--- EXERCISE OBJECTIVE ---
Copy each line of the entries that includes the word "main".

--- ENTRIES SUPPLIED ---
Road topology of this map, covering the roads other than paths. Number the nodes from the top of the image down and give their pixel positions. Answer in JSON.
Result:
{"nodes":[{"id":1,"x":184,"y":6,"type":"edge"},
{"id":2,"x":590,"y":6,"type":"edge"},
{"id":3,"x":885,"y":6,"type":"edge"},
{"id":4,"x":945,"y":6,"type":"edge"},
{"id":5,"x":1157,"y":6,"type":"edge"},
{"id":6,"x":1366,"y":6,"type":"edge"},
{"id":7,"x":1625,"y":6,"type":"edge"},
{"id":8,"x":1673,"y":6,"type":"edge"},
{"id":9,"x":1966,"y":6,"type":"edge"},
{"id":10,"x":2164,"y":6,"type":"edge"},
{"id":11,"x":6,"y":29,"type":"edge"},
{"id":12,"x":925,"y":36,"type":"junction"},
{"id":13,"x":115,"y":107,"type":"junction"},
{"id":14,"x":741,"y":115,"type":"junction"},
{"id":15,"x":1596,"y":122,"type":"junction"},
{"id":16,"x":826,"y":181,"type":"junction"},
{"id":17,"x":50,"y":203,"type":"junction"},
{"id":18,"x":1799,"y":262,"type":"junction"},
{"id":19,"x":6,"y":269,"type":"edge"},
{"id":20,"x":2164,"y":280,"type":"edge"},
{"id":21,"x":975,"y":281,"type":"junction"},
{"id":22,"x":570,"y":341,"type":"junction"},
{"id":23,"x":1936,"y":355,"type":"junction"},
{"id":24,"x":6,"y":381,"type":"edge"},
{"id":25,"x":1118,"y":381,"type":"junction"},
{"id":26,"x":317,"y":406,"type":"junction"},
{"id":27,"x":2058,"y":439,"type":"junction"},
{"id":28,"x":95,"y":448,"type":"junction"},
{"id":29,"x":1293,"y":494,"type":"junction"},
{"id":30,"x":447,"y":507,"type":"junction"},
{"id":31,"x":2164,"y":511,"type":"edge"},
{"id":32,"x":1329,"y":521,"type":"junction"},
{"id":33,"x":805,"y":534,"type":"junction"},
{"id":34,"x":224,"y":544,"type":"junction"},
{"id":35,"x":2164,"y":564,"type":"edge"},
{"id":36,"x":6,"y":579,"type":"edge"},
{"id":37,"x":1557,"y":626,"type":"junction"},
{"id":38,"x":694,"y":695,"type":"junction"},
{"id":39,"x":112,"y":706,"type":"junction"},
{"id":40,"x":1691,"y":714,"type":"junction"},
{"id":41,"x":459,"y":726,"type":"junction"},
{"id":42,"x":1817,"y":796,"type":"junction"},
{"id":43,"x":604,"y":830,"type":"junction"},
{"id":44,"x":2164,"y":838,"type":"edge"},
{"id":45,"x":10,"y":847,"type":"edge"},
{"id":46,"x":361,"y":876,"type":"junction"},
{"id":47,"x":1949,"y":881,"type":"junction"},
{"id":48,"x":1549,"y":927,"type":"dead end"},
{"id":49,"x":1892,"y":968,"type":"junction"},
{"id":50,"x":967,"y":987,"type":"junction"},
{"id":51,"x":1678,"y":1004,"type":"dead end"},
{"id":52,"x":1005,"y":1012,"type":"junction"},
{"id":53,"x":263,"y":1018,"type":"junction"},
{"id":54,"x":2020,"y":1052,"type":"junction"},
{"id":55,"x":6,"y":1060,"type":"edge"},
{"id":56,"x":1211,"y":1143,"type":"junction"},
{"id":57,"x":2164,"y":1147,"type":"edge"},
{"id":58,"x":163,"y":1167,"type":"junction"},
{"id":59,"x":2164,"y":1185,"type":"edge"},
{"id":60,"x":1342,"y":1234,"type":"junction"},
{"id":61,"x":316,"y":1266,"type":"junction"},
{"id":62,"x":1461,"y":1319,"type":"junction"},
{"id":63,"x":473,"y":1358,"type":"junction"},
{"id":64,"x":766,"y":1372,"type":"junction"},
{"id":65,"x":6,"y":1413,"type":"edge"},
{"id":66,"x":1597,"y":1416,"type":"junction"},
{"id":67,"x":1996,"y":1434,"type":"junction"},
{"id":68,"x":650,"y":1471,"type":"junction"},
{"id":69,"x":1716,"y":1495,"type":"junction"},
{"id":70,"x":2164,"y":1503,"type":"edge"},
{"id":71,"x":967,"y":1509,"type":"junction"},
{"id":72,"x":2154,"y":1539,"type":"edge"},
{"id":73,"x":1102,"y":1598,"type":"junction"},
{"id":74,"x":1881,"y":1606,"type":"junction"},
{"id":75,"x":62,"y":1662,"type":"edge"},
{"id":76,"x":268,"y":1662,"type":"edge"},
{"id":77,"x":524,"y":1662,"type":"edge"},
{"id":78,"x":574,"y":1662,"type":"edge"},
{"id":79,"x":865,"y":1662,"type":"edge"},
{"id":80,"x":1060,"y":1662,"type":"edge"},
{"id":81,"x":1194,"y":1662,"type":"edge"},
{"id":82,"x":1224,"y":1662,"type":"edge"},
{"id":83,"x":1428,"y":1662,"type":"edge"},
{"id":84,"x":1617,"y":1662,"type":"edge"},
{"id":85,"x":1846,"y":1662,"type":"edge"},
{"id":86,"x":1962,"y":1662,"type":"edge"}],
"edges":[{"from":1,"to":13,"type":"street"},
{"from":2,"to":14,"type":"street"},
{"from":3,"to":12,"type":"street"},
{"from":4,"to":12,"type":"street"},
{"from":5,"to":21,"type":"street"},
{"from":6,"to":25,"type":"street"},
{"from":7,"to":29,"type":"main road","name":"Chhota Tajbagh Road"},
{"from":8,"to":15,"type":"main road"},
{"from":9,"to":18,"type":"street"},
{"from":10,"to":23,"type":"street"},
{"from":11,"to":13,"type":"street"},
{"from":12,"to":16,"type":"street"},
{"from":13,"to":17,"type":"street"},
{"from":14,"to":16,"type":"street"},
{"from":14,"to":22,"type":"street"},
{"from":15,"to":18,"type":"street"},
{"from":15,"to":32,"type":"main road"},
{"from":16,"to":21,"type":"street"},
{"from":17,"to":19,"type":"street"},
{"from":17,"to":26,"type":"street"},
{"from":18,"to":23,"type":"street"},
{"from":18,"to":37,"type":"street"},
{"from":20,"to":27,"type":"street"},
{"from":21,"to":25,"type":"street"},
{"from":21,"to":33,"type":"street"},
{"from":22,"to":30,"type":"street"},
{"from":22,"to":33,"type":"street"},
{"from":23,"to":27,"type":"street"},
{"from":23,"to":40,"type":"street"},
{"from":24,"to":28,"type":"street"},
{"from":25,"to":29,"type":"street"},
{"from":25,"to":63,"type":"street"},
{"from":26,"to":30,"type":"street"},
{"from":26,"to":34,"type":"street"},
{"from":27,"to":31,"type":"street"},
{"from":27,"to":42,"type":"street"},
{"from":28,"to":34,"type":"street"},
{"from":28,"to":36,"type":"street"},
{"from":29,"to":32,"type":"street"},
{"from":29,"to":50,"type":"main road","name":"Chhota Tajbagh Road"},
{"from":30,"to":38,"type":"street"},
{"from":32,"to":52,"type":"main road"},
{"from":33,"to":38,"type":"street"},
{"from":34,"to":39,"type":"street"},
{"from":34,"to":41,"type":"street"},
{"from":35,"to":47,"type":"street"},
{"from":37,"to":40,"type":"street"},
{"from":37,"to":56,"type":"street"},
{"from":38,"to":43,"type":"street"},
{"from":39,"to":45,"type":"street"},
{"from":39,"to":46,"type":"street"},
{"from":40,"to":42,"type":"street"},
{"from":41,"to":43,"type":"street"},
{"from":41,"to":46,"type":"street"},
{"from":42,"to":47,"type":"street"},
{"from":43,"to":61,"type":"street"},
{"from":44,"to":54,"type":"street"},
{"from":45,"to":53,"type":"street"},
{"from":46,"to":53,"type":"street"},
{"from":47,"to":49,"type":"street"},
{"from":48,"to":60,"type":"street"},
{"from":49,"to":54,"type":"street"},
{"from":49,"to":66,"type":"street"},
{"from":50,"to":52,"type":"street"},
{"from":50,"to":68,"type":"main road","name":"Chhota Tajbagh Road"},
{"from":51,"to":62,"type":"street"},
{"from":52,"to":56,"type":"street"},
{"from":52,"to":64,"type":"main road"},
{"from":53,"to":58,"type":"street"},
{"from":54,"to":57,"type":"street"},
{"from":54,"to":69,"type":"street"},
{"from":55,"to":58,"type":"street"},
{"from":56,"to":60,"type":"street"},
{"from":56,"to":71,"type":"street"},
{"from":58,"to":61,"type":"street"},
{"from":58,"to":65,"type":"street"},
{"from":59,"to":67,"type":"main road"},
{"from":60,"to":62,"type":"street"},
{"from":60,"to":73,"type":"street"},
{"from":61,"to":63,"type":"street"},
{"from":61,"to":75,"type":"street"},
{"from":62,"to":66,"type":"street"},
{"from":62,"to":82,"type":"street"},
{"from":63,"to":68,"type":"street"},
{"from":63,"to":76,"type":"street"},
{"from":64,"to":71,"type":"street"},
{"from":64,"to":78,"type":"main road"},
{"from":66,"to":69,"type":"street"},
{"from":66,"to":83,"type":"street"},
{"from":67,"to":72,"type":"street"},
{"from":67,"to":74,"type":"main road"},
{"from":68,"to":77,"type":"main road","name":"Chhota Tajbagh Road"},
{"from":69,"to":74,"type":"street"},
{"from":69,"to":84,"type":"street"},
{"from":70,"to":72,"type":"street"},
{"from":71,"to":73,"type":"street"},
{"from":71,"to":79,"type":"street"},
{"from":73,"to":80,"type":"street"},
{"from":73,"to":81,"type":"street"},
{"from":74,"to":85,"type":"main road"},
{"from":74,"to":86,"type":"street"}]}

--- WRITTEN SOLUTION ---
{"from":7,"to":29,"type":"main road","name":"Chhota Tajbagh Road"},
{"from":8,"to":15,"type":"main road"},
{"from":15,"to":32,"type":"main road"},
{"from":29,"to":50,"type":"main road","name":"Chhota Tajbagh Road"},
{"from":32,"to":52,"type":"main road"},
{"from":50,"to":68,"type":"main road","name":"Chhota Tajbagh Road"},
{"from":52,"to":64,"type":"main road"},
{"from":59,"to":67,"type":"main road"},
{"from":64,"to":78,"type":"main road"},
{"from":67,"to":74,"type":"main road"},
{"from":68,"to":77,"type":"main road","name":"Chhota Tajbagh Road"},
{"from":74,"to":85,"type":"main road"},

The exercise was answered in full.